Dans les articles précédents, des premiers exemples de parcours de randonnée "simple" (?) ont été indiqués, comme la montée à Paliri par les ruisseaux de Mela/Peralzone, la remontée des ruisseaux de Mela/Carciara, la balade aquatique du ruisseau de Sainte-Lucie, ...
Cette fois-ci, c'est le ravinisme local qui va être abordé avec le premier ravin diabolique réalisé dans ce coin, le Vangone di Lariciu, un ravin montant à Bocca di Lariciu sous la Punta di Bonifacio...
Vangone di Lariciu (sans nom sur IGN) :
Comment ne pas être impressionné par la magnifique Punta di Bonifacio lorsque l'on se balade dans les vallées du Haut Cavu ? Cette pointe photogénique se détache en avant de la crête reliant Punta di Ferru à Punta Velacu (crête des Terrasses) et surplombe les ruisseaux de Sainte-Lucie/Finicione et de Mela/Carciara comme l'emblème du Haut Cavu symbolisant la sauvagerie et la solitude de ce massif... Magnifique site d'escalade dont même la voie normale s'avère de haute difficulté, cette pointe ne reçoit que quelques visites annuelles de grimpeurs non découragés par la marche d'approche mais est complètement dédaignée par les randonneurs peu enclins à franchir maquis et pas d'escalade pour aller la voir de près ! Aussi, n'est-il pas étonnant que l'on ait envie de l'approcher depuis ce massif annexe de Bavella/Uspidale où l'on ne manque pas de la contempler en permanence quel que soit l'itinéraire que l'on réalise... C'est ainsi que je me suis résolu à tenter la montée à l'accès normal de cette pointe, le col W appelé Bocca di Lariciu, non pas par l'approche normale depuis Bavella (Bocca di Fumicosa, Bocca Buvone, contournement Sud de Punta Buvone) mais par le ravin qui y arrive directement du Sud en provenance du ruisseau de Sainte-Lucie !

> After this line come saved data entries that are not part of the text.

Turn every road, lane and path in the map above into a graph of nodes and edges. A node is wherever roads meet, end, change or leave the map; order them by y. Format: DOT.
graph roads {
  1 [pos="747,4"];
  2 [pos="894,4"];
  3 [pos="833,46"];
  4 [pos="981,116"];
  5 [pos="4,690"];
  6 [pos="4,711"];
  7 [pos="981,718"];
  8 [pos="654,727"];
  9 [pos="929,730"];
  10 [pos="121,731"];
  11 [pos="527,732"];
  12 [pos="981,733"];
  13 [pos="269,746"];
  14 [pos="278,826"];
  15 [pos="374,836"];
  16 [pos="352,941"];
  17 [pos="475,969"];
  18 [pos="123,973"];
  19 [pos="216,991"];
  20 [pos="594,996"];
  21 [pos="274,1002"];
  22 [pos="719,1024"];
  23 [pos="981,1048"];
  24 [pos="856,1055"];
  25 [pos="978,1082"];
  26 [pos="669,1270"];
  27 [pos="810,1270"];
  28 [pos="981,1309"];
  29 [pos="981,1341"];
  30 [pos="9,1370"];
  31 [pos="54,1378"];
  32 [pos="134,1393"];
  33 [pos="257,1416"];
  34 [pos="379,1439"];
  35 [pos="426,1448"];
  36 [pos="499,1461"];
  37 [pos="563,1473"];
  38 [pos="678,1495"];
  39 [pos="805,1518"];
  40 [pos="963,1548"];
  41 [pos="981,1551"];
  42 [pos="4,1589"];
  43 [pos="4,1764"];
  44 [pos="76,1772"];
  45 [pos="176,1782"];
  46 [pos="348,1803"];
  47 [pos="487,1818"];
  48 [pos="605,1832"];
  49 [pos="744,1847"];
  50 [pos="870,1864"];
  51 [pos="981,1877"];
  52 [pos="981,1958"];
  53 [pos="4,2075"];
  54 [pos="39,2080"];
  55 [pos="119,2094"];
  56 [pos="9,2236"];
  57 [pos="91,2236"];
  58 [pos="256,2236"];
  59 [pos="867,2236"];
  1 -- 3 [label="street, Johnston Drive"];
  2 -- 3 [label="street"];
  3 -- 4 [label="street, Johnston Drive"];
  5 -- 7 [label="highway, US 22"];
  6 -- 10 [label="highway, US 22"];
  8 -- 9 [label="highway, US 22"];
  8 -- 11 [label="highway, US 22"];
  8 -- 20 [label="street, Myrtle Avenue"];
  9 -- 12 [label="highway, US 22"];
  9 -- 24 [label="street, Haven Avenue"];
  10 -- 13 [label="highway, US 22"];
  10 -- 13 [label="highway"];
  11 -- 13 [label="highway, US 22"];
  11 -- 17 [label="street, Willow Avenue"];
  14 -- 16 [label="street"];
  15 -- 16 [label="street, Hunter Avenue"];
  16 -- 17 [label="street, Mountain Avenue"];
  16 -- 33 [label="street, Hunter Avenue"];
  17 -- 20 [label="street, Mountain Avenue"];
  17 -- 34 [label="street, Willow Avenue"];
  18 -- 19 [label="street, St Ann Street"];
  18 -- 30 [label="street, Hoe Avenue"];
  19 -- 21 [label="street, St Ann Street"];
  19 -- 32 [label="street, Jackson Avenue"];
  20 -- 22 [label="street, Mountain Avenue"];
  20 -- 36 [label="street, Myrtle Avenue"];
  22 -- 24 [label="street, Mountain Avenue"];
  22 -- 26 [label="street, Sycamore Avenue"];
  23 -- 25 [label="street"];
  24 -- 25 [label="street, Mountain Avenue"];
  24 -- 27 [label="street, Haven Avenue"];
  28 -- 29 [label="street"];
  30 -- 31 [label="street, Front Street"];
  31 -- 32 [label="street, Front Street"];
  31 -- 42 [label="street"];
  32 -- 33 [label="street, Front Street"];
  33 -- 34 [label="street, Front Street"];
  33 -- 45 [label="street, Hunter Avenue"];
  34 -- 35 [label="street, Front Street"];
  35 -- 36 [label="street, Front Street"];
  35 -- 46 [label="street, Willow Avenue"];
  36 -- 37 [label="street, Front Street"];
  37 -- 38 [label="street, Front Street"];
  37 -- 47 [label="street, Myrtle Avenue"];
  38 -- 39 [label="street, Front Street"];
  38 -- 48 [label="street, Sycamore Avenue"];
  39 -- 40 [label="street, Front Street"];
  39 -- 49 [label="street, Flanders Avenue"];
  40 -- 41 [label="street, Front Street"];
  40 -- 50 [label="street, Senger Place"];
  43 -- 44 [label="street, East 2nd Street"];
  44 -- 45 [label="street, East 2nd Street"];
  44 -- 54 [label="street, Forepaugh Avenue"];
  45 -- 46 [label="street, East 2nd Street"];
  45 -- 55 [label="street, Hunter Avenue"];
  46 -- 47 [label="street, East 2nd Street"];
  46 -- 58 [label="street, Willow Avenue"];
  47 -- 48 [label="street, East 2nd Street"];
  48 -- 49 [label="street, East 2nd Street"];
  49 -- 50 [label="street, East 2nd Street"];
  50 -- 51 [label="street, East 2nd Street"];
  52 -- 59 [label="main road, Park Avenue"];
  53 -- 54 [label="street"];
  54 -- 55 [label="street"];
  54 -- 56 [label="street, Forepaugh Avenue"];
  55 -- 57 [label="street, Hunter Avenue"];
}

Reconnaissance du 14/06/2010 :
Sans nom sur la carte IGN, sans aucune information glanée dans les guides corses ou à Sainte-Lucie de Porto-Vecchio, ce ravin n'avait que son tracé sur la carte pour me guider. Rien dans ce tracé ne semblait montrer un obstacle important, mais ce simple examen est souvent illusoire, en Corse plus qu'ailleurs, et il semblait préférable d'aller y jeter un oeil lors d'une reconnaissance préalable afin de mesurer la viabilité de cet itinéraire !
Cela fut l'affaire d'un lendemain de balade littorale où je pus me lever quand même suffisamment tôt pour atteindre en voiture mon parking habituel presque au bout de la piste en RG du ruisseau de Sainte-Lucie à la hauteur de la confluence avec le ruisseau de Mela. Départ tranquille vers 09h40 pour atteindre la fin carrossable de cette piste, traverser le Mela par le pont détruit et prendre la suite du sentier de Sainte-Lucie pour arriver au pont IGN300 vers 10h30. Le ravin démarre environ 150 m en amont du pont par un large lit rocheux en deux branches qui se dirige vers le NE, juste face à la pointe qui se détache superbement au-dessus.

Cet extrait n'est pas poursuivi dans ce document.